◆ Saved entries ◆
......

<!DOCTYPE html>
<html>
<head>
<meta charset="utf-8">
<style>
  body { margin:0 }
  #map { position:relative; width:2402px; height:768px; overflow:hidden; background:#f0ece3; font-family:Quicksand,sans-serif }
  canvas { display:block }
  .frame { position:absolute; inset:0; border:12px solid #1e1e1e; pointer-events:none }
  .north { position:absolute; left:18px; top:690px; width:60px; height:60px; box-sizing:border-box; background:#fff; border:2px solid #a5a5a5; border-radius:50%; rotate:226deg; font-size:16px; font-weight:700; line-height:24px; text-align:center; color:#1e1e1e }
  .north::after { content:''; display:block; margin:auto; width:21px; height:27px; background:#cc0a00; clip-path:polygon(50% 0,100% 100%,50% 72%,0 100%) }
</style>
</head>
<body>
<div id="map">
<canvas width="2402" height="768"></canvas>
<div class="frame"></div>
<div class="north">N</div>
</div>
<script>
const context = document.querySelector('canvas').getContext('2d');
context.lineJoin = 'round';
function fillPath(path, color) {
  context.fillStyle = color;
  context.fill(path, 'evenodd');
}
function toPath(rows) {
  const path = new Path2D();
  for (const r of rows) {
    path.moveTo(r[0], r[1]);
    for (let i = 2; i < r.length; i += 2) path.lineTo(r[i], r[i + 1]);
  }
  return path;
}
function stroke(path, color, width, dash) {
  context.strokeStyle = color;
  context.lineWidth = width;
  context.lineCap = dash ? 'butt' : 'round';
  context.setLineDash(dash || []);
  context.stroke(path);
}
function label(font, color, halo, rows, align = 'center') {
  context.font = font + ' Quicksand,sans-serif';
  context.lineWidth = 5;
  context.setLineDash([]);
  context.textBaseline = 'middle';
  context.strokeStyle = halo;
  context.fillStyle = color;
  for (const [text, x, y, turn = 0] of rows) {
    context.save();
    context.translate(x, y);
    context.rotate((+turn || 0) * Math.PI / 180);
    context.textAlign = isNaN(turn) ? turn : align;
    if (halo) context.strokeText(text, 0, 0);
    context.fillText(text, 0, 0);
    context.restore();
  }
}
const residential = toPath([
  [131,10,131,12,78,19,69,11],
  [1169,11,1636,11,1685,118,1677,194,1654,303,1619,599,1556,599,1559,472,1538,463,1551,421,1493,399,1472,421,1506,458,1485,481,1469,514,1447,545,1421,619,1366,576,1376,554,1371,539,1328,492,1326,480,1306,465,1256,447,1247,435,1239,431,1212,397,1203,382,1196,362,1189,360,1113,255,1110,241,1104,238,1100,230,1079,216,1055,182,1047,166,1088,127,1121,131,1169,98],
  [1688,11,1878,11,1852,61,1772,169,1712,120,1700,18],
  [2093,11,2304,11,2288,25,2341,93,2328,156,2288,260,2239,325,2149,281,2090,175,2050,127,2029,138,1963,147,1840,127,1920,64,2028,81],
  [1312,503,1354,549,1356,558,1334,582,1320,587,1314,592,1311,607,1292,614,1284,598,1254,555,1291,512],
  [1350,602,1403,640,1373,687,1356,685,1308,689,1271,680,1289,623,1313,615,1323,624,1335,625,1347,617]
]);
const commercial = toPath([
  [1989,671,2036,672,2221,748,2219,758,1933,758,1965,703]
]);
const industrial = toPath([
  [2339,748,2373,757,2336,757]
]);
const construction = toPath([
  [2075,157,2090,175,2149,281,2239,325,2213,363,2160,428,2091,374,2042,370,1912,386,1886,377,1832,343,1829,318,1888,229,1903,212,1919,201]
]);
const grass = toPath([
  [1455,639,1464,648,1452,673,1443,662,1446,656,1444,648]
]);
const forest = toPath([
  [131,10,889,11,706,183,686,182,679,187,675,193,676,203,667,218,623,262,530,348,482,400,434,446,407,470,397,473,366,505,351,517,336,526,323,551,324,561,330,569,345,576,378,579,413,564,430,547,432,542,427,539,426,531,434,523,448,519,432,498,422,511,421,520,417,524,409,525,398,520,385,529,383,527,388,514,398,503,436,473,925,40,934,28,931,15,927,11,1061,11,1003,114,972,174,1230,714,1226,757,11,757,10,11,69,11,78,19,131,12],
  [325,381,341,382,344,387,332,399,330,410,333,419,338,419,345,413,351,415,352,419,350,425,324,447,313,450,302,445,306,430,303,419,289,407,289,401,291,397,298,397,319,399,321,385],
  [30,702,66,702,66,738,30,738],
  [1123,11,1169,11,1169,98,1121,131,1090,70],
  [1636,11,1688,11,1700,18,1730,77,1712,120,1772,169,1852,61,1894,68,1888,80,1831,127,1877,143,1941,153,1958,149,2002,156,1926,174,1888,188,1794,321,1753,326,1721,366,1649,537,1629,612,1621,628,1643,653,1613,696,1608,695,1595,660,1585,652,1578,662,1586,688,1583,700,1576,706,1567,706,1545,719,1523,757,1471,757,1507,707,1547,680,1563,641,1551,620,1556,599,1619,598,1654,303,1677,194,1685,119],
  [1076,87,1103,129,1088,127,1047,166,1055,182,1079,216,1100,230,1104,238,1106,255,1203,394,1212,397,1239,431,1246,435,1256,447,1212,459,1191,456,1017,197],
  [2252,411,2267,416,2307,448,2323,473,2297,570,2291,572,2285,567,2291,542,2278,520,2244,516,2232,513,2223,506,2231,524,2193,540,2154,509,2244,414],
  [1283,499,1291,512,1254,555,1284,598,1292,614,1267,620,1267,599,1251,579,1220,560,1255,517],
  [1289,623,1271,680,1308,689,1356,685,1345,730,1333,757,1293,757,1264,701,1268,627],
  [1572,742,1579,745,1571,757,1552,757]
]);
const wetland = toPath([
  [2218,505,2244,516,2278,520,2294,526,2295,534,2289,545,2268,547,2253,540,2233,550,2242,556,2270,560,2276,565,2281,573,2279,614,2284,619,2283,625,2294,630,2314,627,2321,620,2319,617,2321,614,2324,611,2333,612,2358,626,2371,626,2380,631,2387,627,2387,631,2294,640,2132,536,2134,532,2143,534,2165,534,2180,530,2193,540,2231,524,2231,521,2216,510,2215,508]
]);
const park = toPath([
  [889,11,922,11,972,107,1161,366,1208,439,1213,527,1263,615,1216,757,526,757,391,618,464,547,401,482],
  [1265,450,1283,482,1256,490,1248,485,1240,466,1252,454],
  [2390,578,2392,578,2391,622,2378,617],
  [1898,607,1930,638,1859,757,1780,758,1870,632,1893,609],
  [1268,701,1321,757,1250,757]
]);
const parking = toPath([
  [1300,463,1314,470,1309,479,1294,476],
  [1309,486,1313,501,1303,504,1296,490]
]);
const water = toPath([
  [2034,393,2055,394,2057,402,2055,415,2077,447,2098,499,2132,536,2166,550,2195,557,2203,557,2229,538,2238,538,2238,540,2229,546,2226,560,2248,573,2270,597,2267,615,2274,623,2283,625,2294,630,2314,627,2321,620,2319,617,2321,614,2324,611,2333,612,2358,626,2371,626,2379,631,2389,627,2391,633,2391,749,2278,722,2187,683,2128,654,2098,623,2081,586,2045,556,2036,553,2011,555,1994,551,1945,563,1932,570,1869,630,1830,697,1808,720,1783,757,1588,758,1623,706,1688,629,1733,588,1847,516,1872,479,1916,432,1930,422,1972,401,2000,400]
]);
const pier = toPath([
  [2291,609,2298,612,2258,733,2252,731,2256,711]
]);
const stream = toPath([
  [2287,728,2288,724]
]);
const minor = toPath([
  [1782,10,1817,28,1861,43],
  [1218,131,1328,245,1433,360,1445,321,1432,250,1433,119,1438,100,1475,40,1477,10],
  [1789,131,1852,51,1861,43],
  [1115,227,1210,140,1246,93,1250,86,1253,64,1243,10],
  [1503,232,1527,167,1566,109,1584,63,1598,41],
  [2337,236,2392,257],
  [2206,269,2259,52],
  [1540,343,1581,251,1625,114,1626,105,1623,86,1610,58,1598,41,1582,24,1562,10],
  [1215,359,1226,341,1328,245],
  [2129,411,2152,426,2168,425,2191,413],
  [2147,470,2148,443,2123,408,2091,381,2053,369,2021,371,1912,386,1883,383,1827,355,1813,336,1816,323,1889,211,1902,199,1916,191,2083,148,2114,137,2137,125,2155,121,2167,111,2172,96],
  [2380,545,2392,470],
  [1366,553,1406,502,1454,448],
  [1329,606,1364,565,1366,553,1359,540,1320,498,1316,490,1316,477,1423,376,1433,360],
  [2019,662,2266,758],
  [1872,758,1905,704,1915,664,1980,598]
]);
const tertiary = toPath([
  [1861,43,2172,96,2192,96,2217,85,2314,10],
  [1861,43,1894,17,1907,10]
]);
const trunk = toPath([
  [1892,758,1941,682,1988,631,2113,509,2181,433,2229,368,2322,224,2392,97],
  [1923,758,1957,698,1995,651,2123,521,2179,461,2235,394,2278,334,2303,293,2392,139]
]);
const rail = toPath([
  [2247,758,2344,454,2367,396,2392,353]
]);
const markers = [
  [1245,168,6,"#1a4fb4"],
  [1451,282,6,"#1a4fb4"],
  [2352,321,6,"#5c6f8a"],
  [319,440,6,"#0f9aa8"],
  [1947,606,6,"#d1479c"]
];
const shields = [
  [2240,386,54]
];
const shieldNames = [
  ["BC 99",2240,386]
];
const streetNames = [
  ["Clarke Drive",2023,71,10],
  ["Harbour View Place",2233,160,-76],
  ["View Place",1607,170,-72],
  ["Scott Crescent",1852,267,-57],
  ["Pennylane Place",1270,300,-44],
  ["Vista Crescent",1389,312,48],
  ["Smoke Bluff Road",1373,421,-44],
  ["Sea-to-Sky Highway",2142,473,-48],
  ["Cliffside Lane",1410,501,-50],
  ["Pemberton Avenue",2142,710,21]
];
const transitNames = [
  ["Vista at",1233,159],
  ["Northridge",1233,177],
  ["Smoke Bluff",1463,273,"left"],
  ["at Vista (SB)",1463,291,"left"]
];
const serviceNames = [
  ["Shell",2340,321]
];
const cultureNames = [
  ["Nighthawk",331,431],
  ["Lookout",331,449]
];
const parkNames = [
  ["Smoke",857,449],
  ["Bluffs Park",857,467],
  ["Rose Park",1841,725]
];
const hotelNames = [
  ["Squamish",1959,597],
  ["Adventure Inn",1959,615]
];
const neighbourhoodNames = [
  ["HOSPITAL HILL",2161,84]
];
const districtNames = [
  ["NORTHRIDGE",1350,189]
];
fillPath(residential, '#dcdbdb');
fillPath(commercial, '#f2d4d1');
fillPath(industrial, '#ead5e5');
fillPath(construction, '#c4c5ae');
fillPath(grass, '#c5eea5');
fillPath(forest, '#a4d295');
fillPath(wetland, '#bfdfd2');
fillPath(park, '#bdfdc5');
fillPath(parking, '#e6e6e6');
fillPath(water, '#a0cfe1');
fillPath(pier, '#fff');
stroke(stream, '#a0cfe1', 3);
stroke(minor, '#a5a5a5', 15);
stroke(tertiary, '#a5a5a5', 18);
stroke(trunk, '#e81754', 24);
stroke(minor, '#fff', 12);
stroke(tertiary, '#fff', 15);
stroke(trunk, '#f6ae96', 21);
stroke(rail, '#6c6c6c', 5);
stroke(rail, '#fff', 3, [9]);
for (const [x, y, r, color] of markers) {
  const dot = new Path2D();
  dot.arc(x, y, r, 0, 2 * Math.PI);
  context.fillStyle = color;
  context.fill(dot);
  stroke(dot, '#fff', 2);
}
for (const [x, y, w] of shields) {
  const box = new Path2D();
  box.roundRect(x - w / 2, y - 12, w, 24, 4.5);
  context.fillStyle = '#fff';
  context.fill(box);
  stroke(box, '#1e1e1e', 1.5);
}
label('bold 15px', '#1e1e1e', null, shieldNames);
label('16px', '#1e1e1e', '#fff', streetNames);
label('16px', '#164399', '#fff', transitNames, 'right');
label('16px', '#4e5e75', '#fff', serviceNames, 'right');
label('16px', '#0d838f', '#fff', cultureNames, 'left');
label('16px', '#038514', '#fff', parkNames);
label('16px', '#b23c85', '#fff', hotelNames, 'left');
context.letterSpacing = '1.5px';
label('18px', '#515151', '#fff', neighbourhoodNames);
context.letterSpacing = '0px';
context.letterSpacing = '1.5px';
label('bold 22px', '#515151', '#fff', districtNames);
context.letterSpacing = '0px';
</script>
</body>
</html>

......

Track down all lines above with the string "halo" and copy them.

function label(font, color, halo, rows, align = 'center') {
  context.strokeStyle = halo;
    if (halo) context.strokeText(text, 0, 0);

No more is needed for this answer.